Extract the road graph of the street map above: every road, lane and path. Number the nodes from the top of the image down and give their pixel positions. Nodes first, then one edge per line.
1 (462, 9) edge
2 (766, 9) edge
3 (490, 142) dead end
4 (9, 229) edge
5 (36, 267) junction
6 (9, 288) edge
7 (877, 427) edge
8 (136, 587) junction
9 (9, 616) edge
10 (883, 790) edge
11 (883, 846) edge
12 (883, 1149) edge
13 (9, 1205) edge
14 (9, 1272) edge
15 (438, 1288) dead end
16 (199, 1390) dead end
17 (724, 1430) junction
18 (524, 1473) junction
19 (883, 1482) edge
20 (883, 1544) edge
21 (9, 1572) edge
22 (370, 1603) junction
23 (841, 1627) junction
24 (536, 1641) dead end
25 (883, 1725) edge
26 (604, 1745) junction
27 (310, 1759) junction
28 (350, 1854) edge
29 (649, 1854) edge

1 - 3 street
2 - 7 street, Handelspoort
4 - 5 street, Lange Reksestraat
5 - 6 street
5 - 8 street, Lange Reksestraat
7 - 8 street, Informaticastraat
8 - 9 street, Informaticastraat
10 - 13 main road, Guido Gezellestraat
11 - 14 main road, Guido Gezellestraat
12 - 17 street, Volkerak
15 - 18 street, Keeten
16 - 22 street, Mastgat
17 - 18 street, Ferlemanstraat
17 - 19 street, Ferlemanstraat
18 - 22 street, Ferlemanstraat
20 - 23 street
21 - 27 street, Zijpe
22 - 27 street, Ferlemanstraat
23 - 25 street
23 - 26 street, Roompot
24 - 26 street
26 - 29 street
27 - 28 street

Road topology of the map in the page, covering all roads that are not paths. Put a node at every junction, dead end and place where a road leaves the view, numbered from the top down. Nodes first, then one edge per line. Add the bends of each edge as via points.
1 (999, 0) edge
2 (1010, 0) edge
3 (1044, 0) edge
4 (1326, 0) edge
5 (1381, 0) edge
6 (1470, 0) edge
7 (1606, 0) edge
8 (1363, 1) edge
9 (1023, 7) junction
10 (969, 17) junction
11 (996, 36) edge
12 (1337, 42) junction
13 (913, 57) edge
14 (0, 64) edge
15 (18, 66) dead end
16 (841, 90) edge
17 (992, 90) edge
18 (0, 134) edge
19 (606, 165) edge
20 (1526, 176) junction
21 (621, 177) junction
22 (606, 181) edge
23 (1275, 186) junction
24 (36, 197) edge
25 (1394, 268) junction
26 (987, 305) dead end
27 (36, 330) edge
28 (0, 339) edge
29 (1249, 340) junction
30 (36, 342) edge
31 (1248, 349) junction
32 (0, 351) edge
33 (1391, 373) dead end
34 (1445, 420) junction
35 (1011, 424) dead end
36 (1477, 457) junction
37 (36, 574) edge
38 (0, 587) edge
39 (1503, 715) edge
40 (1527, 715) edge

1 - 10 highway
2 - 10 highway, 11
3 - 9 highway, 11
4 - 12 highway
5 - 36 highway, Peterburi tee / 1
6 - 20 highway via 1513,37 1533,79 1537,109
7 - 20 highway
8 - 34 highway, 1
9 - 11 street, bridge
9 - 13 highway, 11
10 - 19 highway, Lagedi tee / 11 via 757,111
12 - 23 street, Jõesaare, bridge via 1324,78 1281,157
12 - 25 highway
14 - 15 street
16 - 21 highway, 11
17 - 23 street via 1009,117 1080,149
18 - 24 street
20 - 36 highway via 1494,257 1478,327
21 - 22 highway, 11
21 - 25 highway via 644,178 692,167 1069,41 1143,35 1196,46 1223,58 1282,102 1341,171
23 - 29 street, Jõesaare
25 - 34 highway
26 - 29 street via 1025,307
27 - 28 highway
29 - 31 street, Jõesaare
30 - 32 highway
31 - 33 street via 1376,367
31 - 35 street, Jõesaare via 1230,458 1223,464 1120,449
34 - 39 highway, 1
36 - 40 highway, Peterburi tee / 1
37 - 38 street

========================

WHAT THIS TASK INVOLVES » Go through the listing and copy each line exactly.

RESULT OF THE EXERCISE »
Extract the road graph of the street map above: every road, lane and path. Number the nodes from the top of the image down and give their pixel positions. Nodes first, then one edge per line.
1 (462, 9) edge
2 (766, 9) edge
3 (490, 142) dead end
4 (9, 229) edge
5 (36, 267) junction
6 (9, 288) edge
7 (877, 427) edge
8 (136, 587) junction
9 (9, 616) edge
10 (883, 790) edge
11 (883, 846) edge
12 (883, 1149) edge
13 (9, 1205) edge
14 (9, 1272) edge
15 (438, 1288) dead end
16 (199, 1390) dead end
17 (724, 1430) junction
18 (524, 1473) junction
19 (883, 1482) edge
20 (883, 1544) edge
21 (9, 1572) edge
22 (370, 1603) junction
23 (841, 1627) junction
24 (536, 1641) dead end
25 (883, 1725) edge
26 (604, 1745) junction
27 (310, 1759) junction
28 (350, 1854) edge
29 (649, 1854) edge

1 - 3 street
2 - 7 street, Handelspoort
4 - 5 street, Lange Reksestraat
5 - 6 street
5 - 8 street, Lange Reksestraat
7 - 8 street, Informaticastraat
8 - 9 street, Informaticastraat
10 - 13 main road, Guido Gezellestraat
11 - 14 main road, Guido Gezellestraat
12 - 17 street, Volkerak
15 - 18 street, Keeten
16 - 22 street, Mastgat
17 - 18 street, Ferlemanstraat
17 - 19 street, Ferlemanstraat
18 - 22 street, Ferlemanstraat
20 - 23 street
21 - 27 street, Zijpe
22 - 27 street, Ferlemanstraat
23 - 25 street
23 - 26 street, Roompot
24 - 26 street
26 - 29 street
27 - 28 street

Road topology of the map in the page, covering all roads that are not paths. Put a node at every junction, dead end and place where a road leaves the view, numbered from the top down. Nodes first, then one edge per line. Add the bends of each edge as via points.
1 (999, 0) edge
2 (1010, 0) edge
3 (1044, 0) edge
4 (1326, 0) edge
5 (1381, 0) edge
6 (1470, 0) edge
7 (1606, 0) edge
8 (1363, 1) edge
9 (1023, 7) junction
10 (969, 17) junction
11 (996, 36) edge
12 (1337, 42) junction
13 (913, 57) edge
14 (0, 64) edge
15 (18, 66) dead end
16 (841, 90) edge
17 (992, 90) edge
18 (0, 134) edge
19 (606, 165) edge
20 (1526, 176) junction
21 (621, 177) junction
22 (606, 181) edge
23 (1275, 186) junction
24 (36, 197) edge
25 (1394, 268) junction
26 (987, 305) dead end
27 (36, 330) edge
28 (0, 339) edge
29 (1249, 340) junction
30 (36, 342) edge
31 (1248, 349) junction
32 (0, 351) edge
33 (1391, 373) dead end
34 (1445, 420) junction
35 (1011, 424) dead end
36 (1477, 457) junction
37 (36, 574) edge
38 (0, 587) edge
39 (1503, 715) edge
40 (1527, 715) edge

1 - 10 highway
2 - 10 highway, 11
3 - 9 highway, 11
4 - 12 highway
5 - 36 highway, Peterburi tee / 1
6 - 20 highway via 1513,37 1533,79 1537,109
7 - 20 highway
8 - 34 highway, 1
9 - 11 street, bridge
9 - 13 highway, 11
10 - 19 highway, Lagedi tee / 11 via 757,111
12 - 23 street, Jõesaare, bridge via 1324,78 1281,157
12 - 25 highway
14 - 15 street
16 - 21 highway, 11
17 - 23 street via 1009,117 1080,149
18 - 24 street
20 - 36 highway via 1494,257 1478,327
21 - 22 highway, 11
21 - 25 highway via 644,178 692,167 1069,41 1143,35 1196,46 1223,58 1282,102 1341,171
23 - 29 street, Jõesaare
25 - 34 highway
26 - 29 street via 1025,307
27 - 28 highway
29 - 31 street, Jõesaare
30 - 32 highway
31 - 33 street via 1376,367
31 - 35 street, Jõesaare via 1230,458 1223,464 1120,449
34 - 39 highway, 1
36 - 40 highway, Peterburi tee / 1
37 - 38 street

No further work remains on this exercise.